=== Input data ===
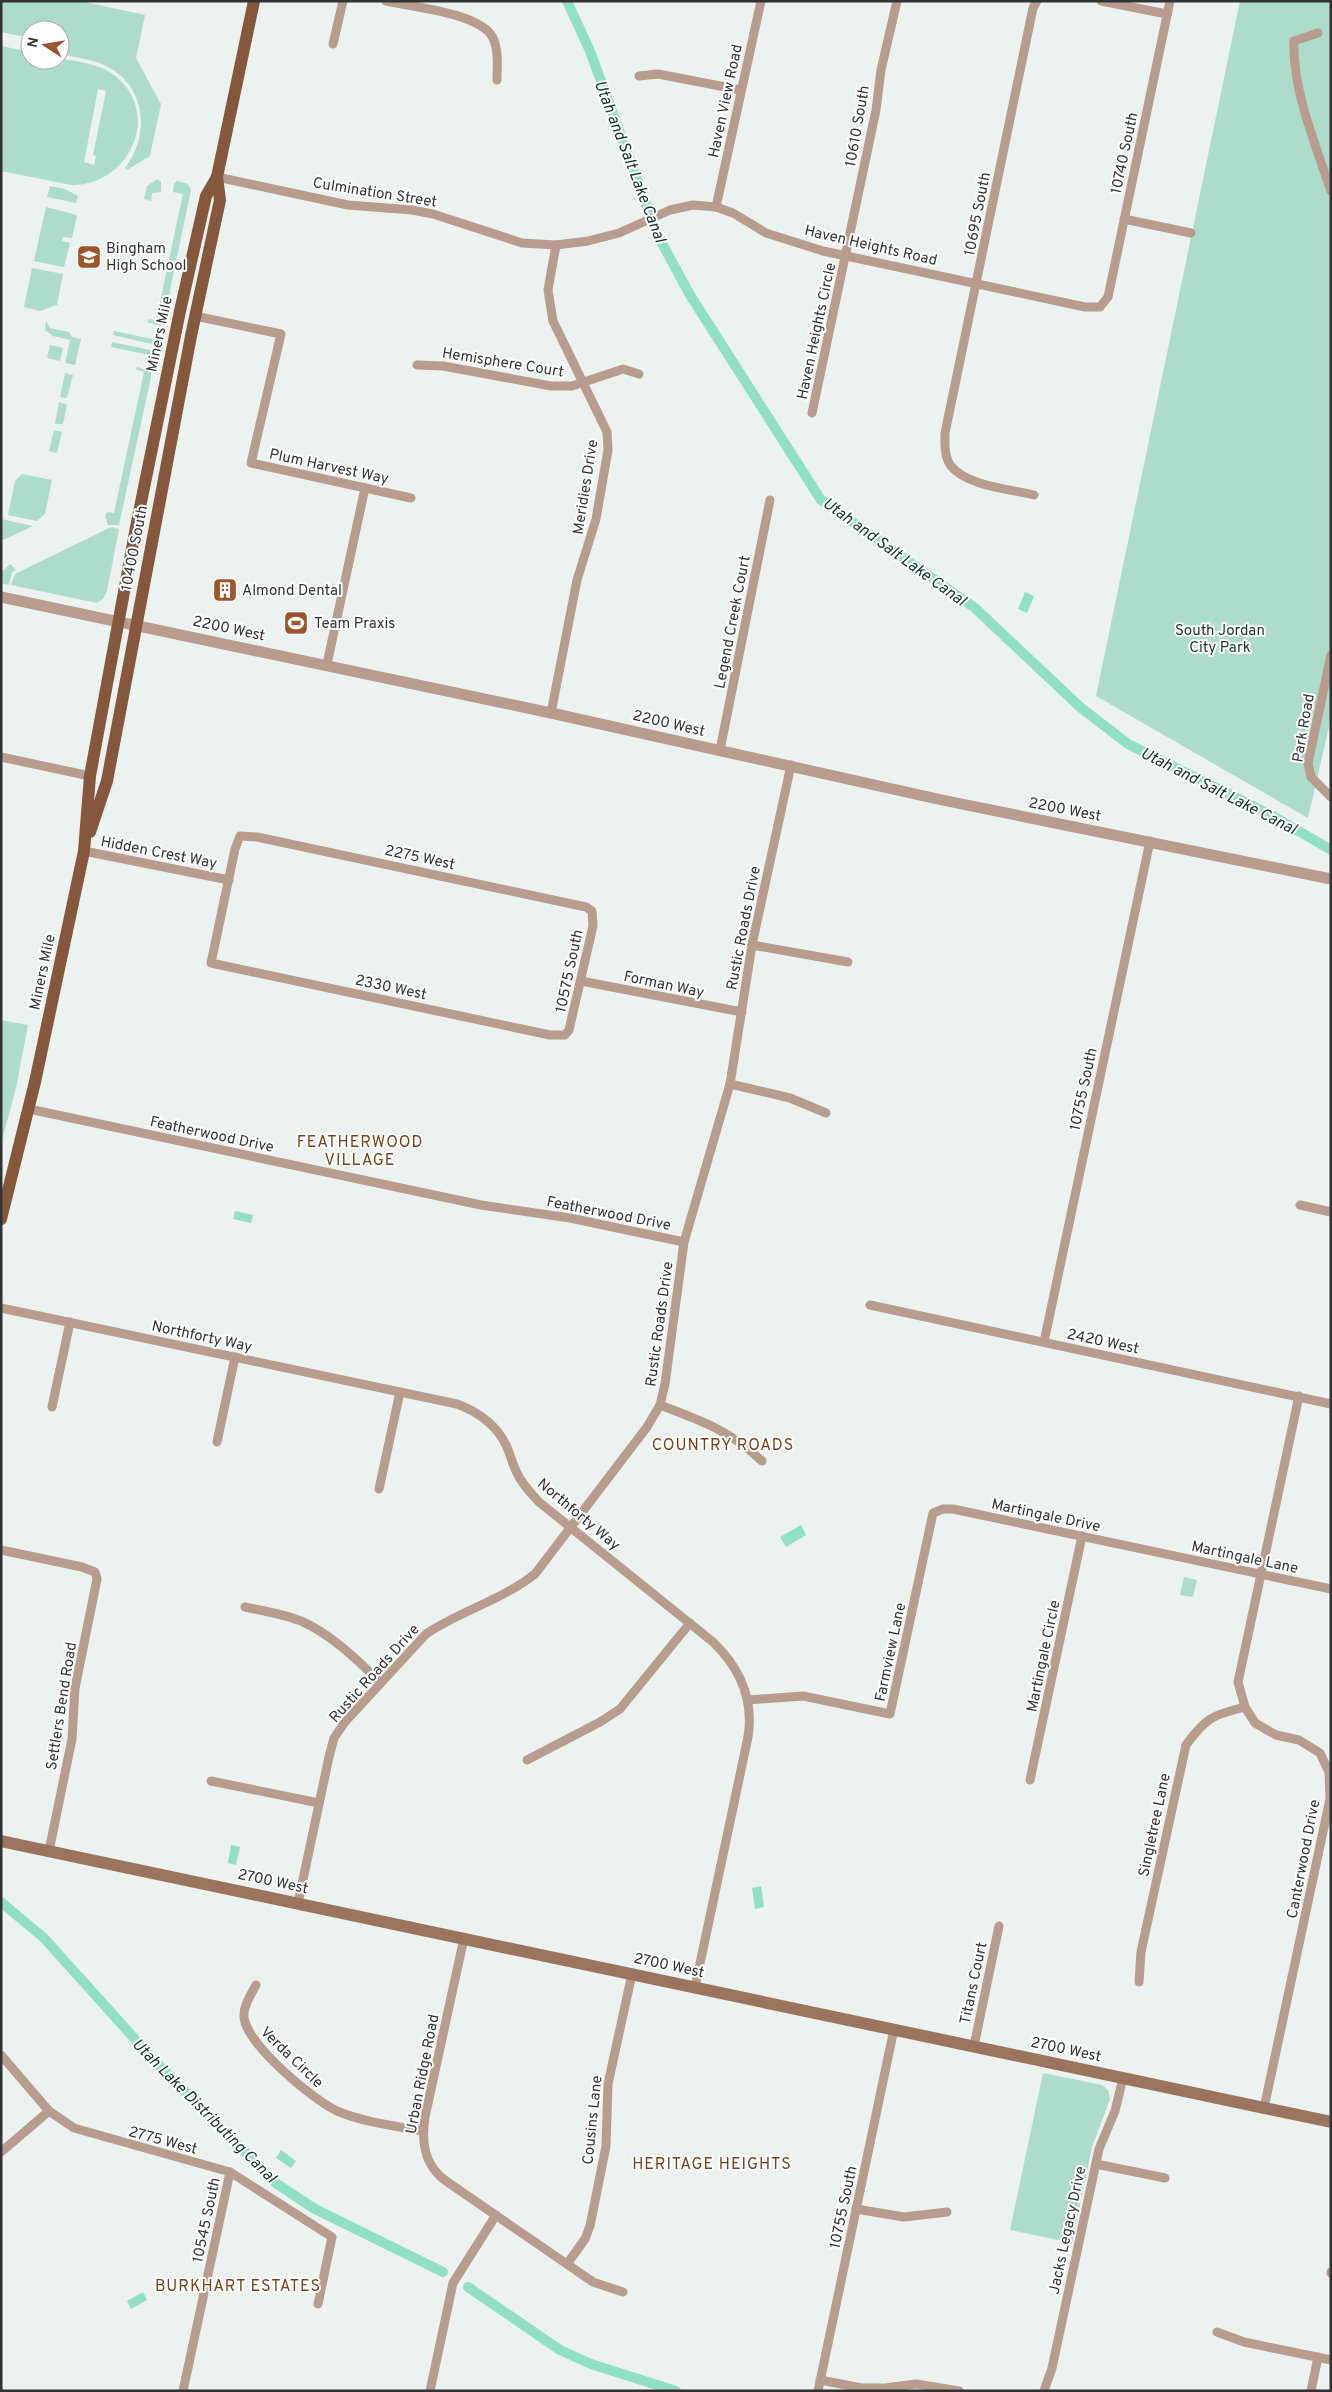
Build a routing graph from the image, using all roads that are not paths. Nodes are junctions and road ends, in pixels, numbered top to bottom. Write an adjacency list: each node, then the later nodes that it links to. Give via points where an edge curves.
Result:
===
=== Input data ===
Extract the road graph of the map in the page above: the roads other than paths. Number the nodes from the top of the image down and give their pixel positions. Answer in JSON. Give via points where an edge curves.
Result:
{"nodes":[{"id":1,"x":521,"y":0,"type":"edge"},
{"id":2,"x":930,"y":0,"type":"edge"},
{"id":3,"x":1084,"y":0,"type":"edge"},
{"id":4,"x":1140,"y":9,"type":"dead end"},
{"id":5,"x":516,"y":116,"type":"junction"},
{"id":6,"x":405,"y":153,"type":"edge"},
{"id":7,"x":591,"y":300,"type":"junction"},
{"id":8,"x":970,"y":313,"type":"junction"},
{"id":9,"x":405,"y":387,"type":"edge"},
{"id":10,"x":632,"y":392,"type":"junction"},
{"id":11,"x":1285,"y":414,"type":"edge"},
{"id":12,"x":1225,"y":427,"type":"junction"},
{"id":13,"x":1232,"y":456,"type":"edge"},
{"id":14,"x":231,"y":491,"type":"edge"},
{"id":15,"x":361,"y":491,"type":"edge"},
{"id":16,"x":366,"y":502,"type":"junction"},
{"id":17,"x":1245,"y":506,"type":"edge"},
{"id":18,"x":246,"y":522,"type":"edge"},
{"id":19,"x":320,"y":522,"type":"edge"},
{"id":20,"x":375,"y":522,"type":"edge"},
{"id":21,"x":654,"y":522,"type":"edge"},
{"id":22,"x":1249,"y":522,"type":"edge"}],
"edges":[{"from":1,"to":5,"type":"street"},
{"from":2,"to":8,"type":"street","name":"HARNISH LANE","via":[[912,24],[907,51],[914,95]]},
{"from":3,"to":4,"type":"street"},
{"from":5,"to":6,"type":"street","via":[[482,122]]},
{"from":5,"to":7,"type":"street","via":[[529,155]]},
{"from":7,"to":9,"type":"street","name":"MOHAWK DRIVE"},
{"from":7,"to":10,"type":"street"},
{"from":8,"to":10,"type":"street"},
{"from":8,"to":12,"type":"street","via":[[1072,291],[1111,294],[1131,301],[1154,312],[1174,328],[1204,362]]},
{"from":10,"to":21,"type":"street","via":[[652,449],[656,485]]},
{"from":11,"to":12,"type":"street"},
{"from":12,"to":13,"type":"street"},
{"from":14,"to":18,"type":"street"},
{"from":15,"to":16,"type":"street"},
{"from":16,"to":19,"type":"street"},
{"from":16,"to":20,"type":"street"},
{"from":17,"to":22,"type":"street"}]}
===
The task calls for every line of the material that contains the string "road".

Build a routing graph from the image, using all roads that are not paths. Nodes are junctions and road ends, in pixels, numbered top to bottom. Write an adjacency list: each node, then the later nodes that it links to. Give via points where an edge curves.
Extract the road graph of the map in the page above: the roads other than paths. Number the nodes from the top of the image down and give their pixel positions. Answer in JSON. Give via points where an edge curves.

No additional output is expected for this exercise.